Disney’s proposed acquisition of Fox, and Comcast’s counter-bid, isn’t the only corporate drama on James Murdoch’s mind these days. The 21st Century Fox CEO also has to worry about his seat on the board of electric car maker Tesla, with multiple proxy adviser groups pushing against his re-election.
Murdoch has been on Tesla’s board since July of last year, and is up for reelection at the company’s shareholder meeting next Tuesday. Resistance against his re-election started to build when CtW Investment Group, a proxy advisory group that works with union-affiliated pension funds, told investors to vote against the reelection of Murdoch and two other Tesla board members.
In its letter to investors released earlier this month, CtW argued that Murdoch didn’t have any manufacturing experience, and also noted past News Corp. scandals like the 2011 News of the World phone hacking scandal, and the more recent fallout over sexual harassment at Fox News.

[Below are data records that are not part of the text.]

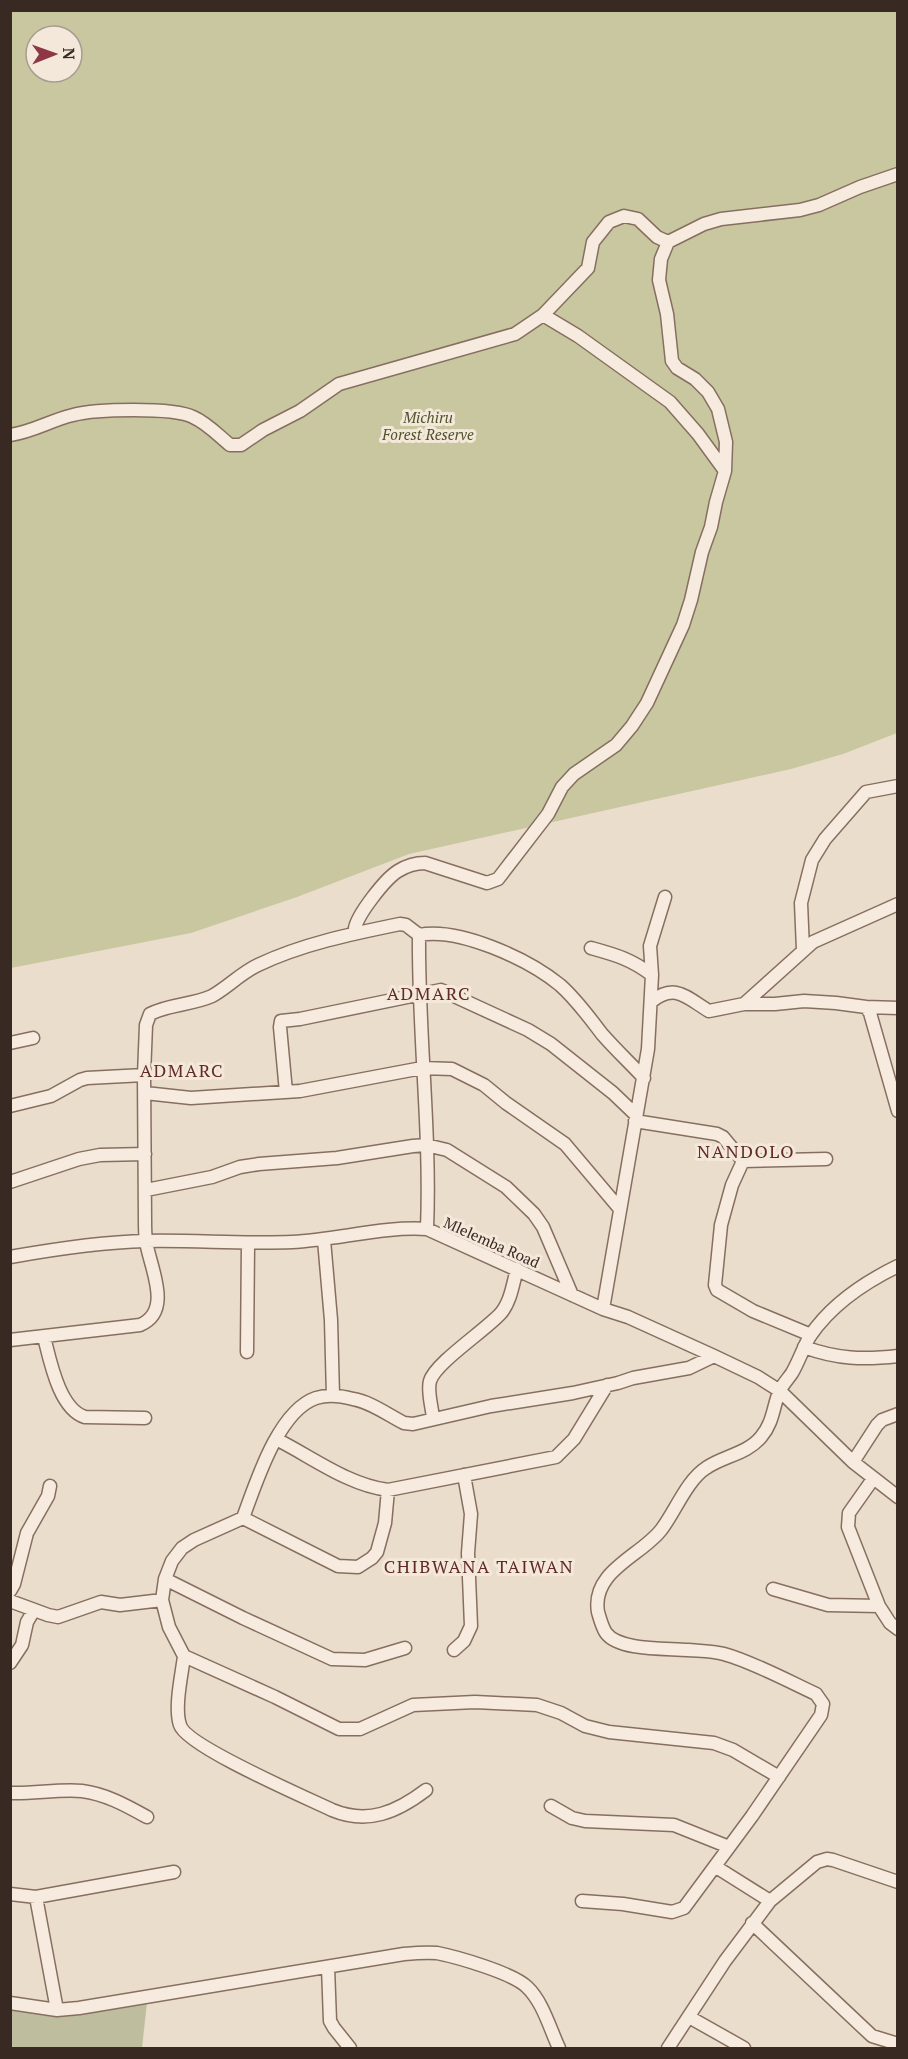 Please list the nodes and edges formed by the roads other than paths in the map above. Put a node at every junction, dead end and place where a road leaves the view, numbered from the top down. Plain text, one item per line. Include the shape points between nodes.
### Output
1 (897, 174) edge
2 (668, 242) junction
3 (543, 315) junction
4 (10, 435) edge
5 (725, 471) junction
6 (897, 786) edge
7 (665, 897) dead end
8 (897, 904) edge
9 (357, 932) junction
10 (419, 935) junction
11 (591, 948) dead end
12 (803, 950) junction
13 (652, 975) junction
14 (418, 995) junction
15 (651, 1002) junction
16 (744, 1004) junction
17 (866, 1008) junction
18 (897, 1008) edge
19 (33, 1038) dead end
20 (10, 1042) edge
21 (422, 1068) junction
22 (144, 1075) junction
23 (644, 1078) junction
24 (286, 1092) junction
25 (145, 1094) junction
26 (10, 1106) edge
27 (897, 1111) edge
28 (635, 1118) junction
29 (426, 1145) junction
30 (145, 1154) junction
31 (826, 1159) dead end
32 (743, 1161) junction
33 (10, 1182) edge
34 (146, 1190) junction
35 (619, 1208) junction
36 (427, 1229) junction
37 (324, 1240) junction
38 (146, 1241) junction
39 (248, 1244) junction
40 (10, 1257) edge
41 (897, 1266) edge
42 (517, 1269) junction
43 (572, 1295) junction
44 (603, 1309) junction
45 (811, 1335) junction
46 (44, 1337) junction
47 (10, 1340) edge
48 (804, 1347) junction
49 (247, 1352) dead end
50 (714, 1356) junction
51 (897, 1356) edge
52 (608, 1385) junction
53 (780, 1391) junction
54 (333, 1396) junction
55 (897, 1414) edge
56 (145, 1418) dead end
57 (433, 1418) junction
58 (276, 1439) junction
59 (853, 1462) junction
60 (464, 1475) junction
61 (873, 1479) junction
62 (50, 1486) dead end
63 (388, 1490) junction
64 (897, 1497) edge
65 (243, 1518) junction
66 (165, 1579) junction
67 (773, 1589) dead end
68 (10, 1591) edge
69 (162, 1600) junction
70 (10, 1601) edge
71 (879, 1606) junction
72 (34, 1610) junction
73 (897, 1629) edge
74 (405, 1648) dead end
75 (454, 1650) dead end
76 (184, 1656) junction
77 (10, 1663) edge
78 (779, 1777) junction
79 (426, 1790) dead end
80 (10, 1793) edge
81 (551, 1806) dead end
82 (147, 1817) dead end
83 (729, 1847) junction
84 (716, 1867) junction
85 (174, 1872) dead end
86 (897, 1882) edge
87 (10, 1894) edge
88 (36, 1897) junction
89 (582, 1901) dead end
90 (770, 1901) junction
91 (752, 1923) junction
92 (328, 1967) junction
93 (10, 2003) edge
94 (57, 2010) junction
95 (689, 2017) junction
96 (897, 2044) edge
97 (350, 2049) edge
98 (558, 2049) edge
99 (668, 2049) edge
100 (744, 2049) edge

1 - 2 street via 819,205 721,219
2 - 3 street via 638,219 624,216 609,222 593,242 588,268
2 - 5 street via 659,280 672,361 708,392 718,409 726,442
3 - 4 street via 515,334 339,384 300,411 236,446 196,418 164,412 92,412
3 - 5 street via 670,402
5 - 9 street via 683,625 632,726 616,745 562,787 548,814 498,879 487,883 417,863 397,871 378,890 356,924
6 - 12 street via 866,792 825,839 813,860 801,903
7 - 13 street via 650,946
8 - 12 street via 820,938
9 - 10 street via 406,925
9 - 22 street via 275,957 210,996 150,1014
10 - 14 street
10 - 23 street via 439,933 475,941 543,973 571,995
11 - 13 street via 624,957
12 - 16 street
13 - 15 street
14 - 21 street
14 - 24 street via 281,1021
14 - 28 street via 441,990 528,1030 570,1059
15 - 16 street via 672,992 709,1011
15 - 23 street
16 - 17 street via 836,1002
17 - 18 street
17 - 27 street
19 - 20 street
21 - 24 street
21 - 29 street
21 - 35 street via 452,1069 484,1085 572,1150
22 - 25 street
22 - 26 street via 87,1078 51,1096
23 - 28 street
24 - 25 street via 191,1098
25 - 30 street
28 - 32 street via 717,1134
28 - 35 street
29 - 34 street via 240,1167 212,1177
29 - 36 street
29 - 43 street via 455,1153 506,1187 525,1205 543,1227
30 - 33 street via 79,1159
30 - 34 street
31 - 32 street
32 - 45 street via 721,1225 715,1285 753,1311
34 - 38 street
35 - 44 street
36 - 37 street, Mlelemba Road via 389,1230
36 - 42 street, Mlelemba Road
37 - 39 street, Mlelemba Road
37 - 54 street
38 - 39 street, Mlelemba Road
38 - 40 street, Mlelemba Road
38 - 46 street via 158,1297 146,1322
39 - 49 street
41 - 45 street via 872,1278 845,1299
42 - 43 street, Mlelemba Road
42 - 57 street via 509,1300 501,1313 449,1358 429,1382
43 - 44 street, Mlelemba Road
44 - 50 street, Mlelemba Road
45 - 48 street
46 - 47 street
46 - 56 street via 64,1398 78,1415
48 - 51 street via 850,1359
48 - 53 street
50 - 52 street via 689,1368
50 - 53 street, Mlelemba Road
52 - 57 street
52 - 60 street via 560,1455
53 - 59 street, Mlelemba Road
53 - 78 street via 762,1437 700,1473 657,1535 604,1581 597,1606 605,1631 620,1643 722,1654 819,1696 823,1704 821,1715
54 - 57 street via 358,1400 404,1423
54 - 58 street via 317,1397 303,1404
55 - 59 street via 877,1425
58 - 63 street via 356,1482
58 - 65 street
59 - 61 street, Mlelemba Road
60 - 63 street
60 - 75 street via 471,1514 471,1626 467,1637
61 - 64 street, Mlelemba Road
61 - 71 street via 847,1522
62 - 68 street via 27,1533
63 - 65 street via 377,1552 358,1567 338,1566
65 - 66 street via 182,1548
66 - 69 street
66 - 74 street via 332,1659 365,1659
67 - 71 street via 828,1605
69 - 72 street via 120,1605 101,1602 58,1617
69 - 76 street via 169,1627
70 - 72 street
71 - 73 street
72 - 77 street via 22,1645
76 - 78 street via 339,1729 360,1729 413,1705 475,1702 537,1706 609,1732 714,1743
76 - 79 street via 179,1722 184,1733 209,1749 351,1816 394,1811
78 - 83 street
80 - 82 street via 90,1792
81 - 83 street via 585,1821 674,1826
83 - 84 street
84 - 89 street via 687,1906 676,1912
84 - 90 street
85 - 88 street
86 - 90 street via 827,1859 812,1865
87 - 88 street
88 - 94 street
90 - 91 street
91 - 95 street
91 - 96 street via 872,2036
92 - 94 street
92 - 97 street via 330,2021
92 - 98 street via 420,1952 462,1959 513,1977 528,1987
93 - 94 street
95 - 99 street
95 - 100 street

It’s worth noting that CtW often acts as an activist investor group, frequently pushing for board and policy changes at companies like Amazon, Equifax, and Bank of America. In most cases, these efforts are ignored by the majority of shareholders of those companies.
However, in this case, CtW isn’t alone with its recommendation to vote out Murdoch. Investment advisory firm Institutional Shareholder Services also came out against having Murdoch on Tesla’s board this month, telling investors that the chief Fox exec was too busy with his own company, and already “overboarded” with too many seats on other companies’ boards, according to a recent Reuters report. Also pushing against Murdoch’s reelection is proxy advisory firm Glass Lewis.
For its part, Tesla is backing the reelection of Murdoch. The company told stockholders in a proxy filing last month that his executive and board experience as well as his “extensive knowledge of international markets and strategies, and experience with the adoption of new technologies” made him a great candidate.
Murdoch was briefly quizzed about Tesla during his appearance at Recode’s Code conference in Southern California this week, where an attendee wanted to know his thoughts about Tesla CEO Elon Musk’s recent anti-media outbursts, which were prompted by critical stories about the company’s labor practices as well as autopilot-related accidents.
Without specifically commenting on any of those subjects, Murdoch argued that media isn’t perfect, and that it was ultimately Musk’s call how to respond to critical coverage.